Purpose:
The objective of this experiment was to explore the different methods of measuring the buoyancy of an object in water. The Buoyant force is described by Archimedes's principle which states when a body is completely or partially emerged in fluid, the fluid exerts an upward force on the body equal to the weight of the fluid displaced by the body.
Method and Results:
Three separate measurements of the buoyant force were obtained by alternating methods.

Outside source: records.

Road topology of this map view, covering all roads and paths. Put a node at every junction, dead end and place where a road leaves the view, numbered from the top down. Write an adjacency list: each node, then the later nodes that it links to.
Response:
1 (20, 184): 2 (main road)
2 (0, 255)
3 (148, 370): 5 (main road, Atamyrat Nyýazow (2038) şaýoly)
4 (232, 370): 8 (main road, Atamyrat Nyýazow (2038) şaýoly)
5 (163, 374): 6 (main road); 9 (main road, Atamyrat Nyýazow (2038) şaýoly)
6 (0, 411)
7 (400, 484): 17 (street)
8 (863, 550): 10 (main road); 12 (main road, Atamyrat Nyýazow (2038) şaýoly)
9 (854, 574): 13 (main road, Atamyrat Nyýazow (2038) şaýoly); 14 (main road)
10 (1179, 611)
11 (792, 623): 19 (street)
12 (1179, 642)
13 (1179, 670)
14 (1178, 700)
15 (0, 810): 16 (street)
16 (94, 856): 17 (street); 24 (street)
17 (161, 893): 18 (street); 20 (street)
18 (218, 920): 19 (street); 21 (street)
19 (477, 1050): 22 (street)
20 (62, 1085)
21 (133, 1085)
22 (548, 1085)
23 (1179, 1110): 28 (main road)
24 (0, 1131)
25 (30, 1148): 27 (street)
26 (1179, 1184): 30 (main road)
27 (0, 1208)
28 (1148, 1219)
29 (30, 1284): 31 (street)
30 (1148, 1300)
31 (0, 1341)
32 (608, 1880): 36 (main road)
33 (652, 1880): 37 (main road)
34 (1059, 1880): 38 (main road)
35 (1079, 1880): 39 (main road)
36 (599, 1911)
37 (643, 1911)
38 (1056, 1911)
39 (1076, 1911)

1. In the underwater weighing method a metal cylinder was held in a cup of water of known volume while force probe was used to determine the tension needed to hold the object up. The equation needed to determine the buoyant force was:
B= W- T
B= (0.229 +/- 0.006 N) - (0.165 +/- 0.006 N) = 0.064 +/- 0.012 N
The Tension (T) was determined using the Force probe, the weight of the metal cylinder (W) was recorded with the force probe using statics.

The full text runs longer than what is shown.